Strategic Planning Model in Higher Education using Neutrosophic Z Numbers
Keywords:
Strategic planning, Higher education, Neutrosophic Z numbers, Multicriteria decision making, Uncertainty, Mathematical modeling, University managementAbstract
Strategic planning in higher education faces complex challenges due to the imprecise nature of decision-making criteria, the diversity of stakeholders involved, and the changing dynamics of academic environments. This study addresses the problem of how to model institutional planning processes that effectively incorporate the uncertainty, subjective assessments, and incomplete data characteristic of this context.

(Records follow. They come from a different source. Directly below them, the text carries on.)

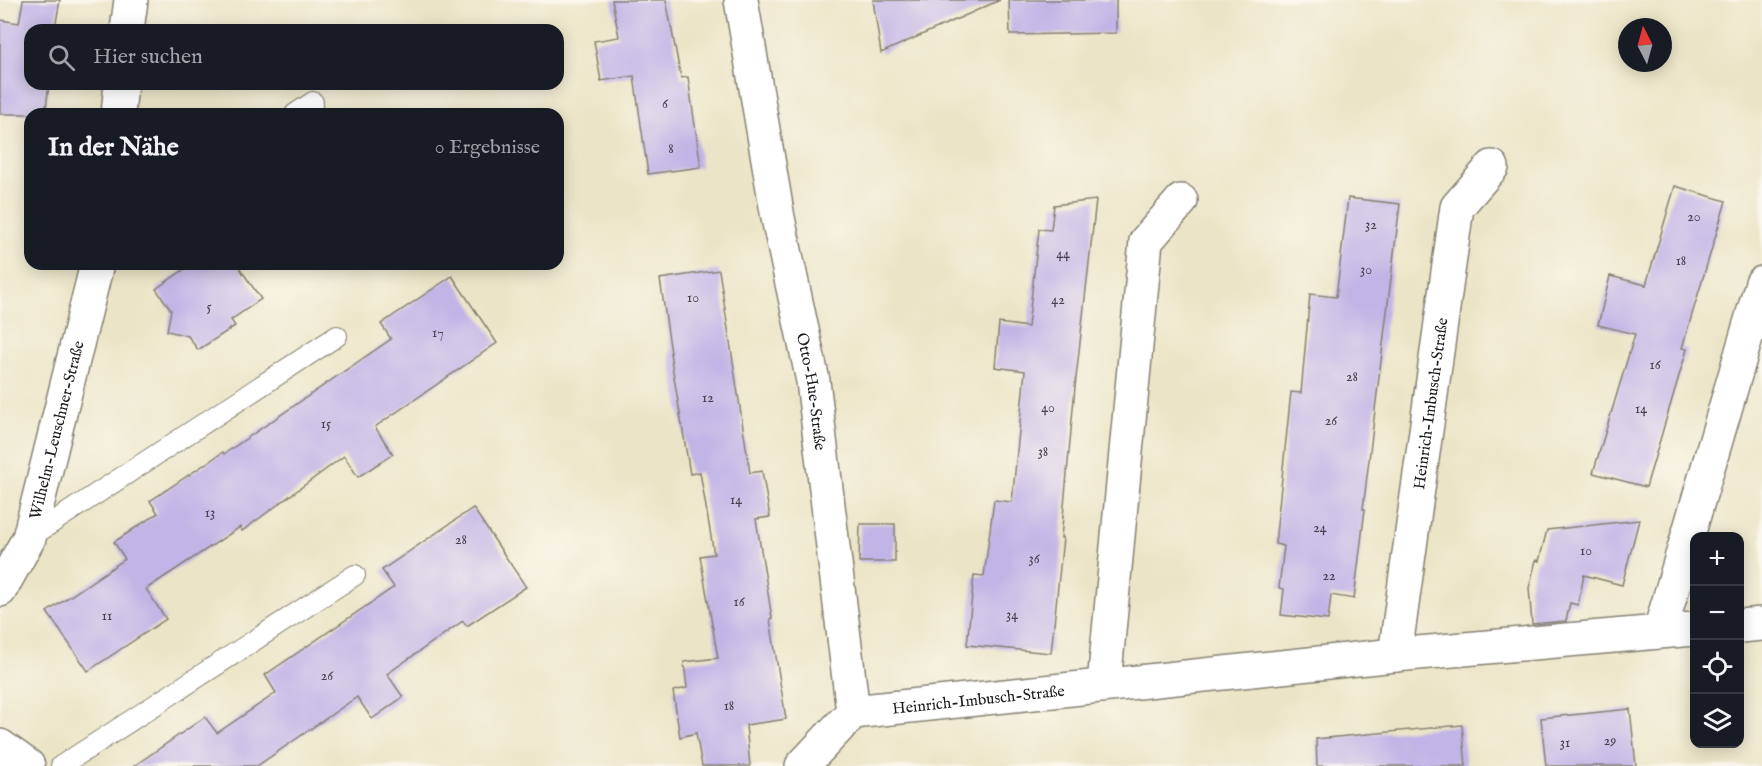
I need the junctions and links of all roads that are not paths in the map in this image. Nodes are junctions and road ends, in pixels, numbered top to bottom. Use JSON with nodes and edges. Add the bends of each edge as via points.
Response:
{"nodes":[{"id":1,"x":130,"y":0,"type":"edge"},
{"id":2,"x":741,"y":0,"type":"edge"},
{"id":3,"x":128,"y":24,"type":"edge"},
{"id":4,"x":120,"y":90,"type":"edge"},
{"id":5,"x":313,"y":102,"type":"dead end"},
{"id":6,"x":119,"y":108,"type":"edge"},
{"id":7,"x":304,"y":108,"type":"edge"},
{"id":8,"x":1492,"y":167,"type":"dead end"},
{"id":9,"x":1181,"y":201,"type":"dead end"},
{"id":10,"x":96,"y":270,"type":"edge"},
{"id":11,"x":1762,"y":283,"type":"edge"},
{"id":12,"x":337,"y":336,"type":"dead end"},
{"id":13,"x":29,"y":538,"type":"junction"},
{"id":14,"x":355,"y":575,"type":"dead end"},
{"id":15,"x":0,"y":590,"type":"edge"},
{"id":16,"x":1762,"y":624,"type":"edge"},
{"id":17,"x":1744,"y":626,"type":"edge"},
{"id":18,"x":1690,"y":629,"type":"edge"},
{"id":19,"x":1660,"y":631,"type":"junction"},
{"id":20,"x":1395,"y":655,"type":"junction"},
{"id":21,"x":1104,"y":684,"type":"junction"},
{"id":22,"x":853,"y":712,"type":"junction"},
{"id":23,"x":0,"y":746,"type":"edge"},
{"id":24,"x":28,"y":766,"type":"edge"},
{"id":25,"x":61,"y":766,"type":"edge"},
{"id":26,"x":802,"y":766,"type":"edge"}],
"edges":[{"from":1,"to":3,"type":"street"},
{"from":2,"to":22,"type":"street","name":"Otto-Hue-Straße","via":[[778,218],[813,381]]},
{"from":4,"to":6,"type":"street"},
{"from":5,"to":7,"type":"lane"},
{"from":8,"to":20,"type":"street","name":"Heinrich-Imbusch-Straße","via":[[1457,207]]},
{"from":9,"to":21,"type":"street","via":[[1146,241]]},
{"from":10,"to":13,"type":"street","name":"Wilhelm-Leuschner-Straße"},
{"from":11,"to":19,"type":"street"},
{"from":12,"to":13,"type":"lane"},
{"from":13,"to":15,"type":"street","name":"Wilhelm-Leuschner-Straße"},
{"from":14,"to":25,"type":"lane"},
{"from":16,"to":17,"type":"street"},
{"from":18,"to":19,"type":"street","name":"Heinrich-Imbusch-Straße"},
{"from":19,"to":20,"type":"street","name":"Heinrich-Imbusch-Straße"},
{"from":20,"to":21,"type":"street","name":"Heinrich-Imbusch-Straße"},
{"from":21,"to":22,"type":"street","name":"Heinrich-Imbusch-Straße"},
{"from":22,"to":26,"type":"street"},
{"from":23,"to":24,"type":"street"}]}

While various approaches to decision-making in education exist, the current literature presents a significant limitation: the lack of methods that simultaneously integrate the vagueness of human perceptions, the inconsistency of institutional preferences, and the quantitative restrictions inherent to the university setting. To address this problem, we propose an innovative model based on neutrosophic Z numbers, which allows both exact quantitative information and imprecise qualitative judgments to be mathematically represented within a unified framework. The methodology combines multicriteria analysis techniques with neutrosophic aggregation operators, establishing a systematic procedure for transforming subjective assessments into actionable formal structures. The approach includes specific steps for collecting strategic criteria, weighting variables using adaptive membership functions, and generating optimized action plans. The contributions of this work are both theoretical and practical. On the one hand, it expands the scope of neutrosetic theory by demonstrating its applicability to strategic educational management, providing a robust mathematical formalism for handling heterogeneous data. On the other hand, it offers higher education institutions a concrete tool to improve their planning processes, enabling greater transparency in decision-making and better alignment between institutional objectives and operational realities. The presented model represents a significant advance over traditional methods, comprehensively capturing the complexity inherent in modern university systems.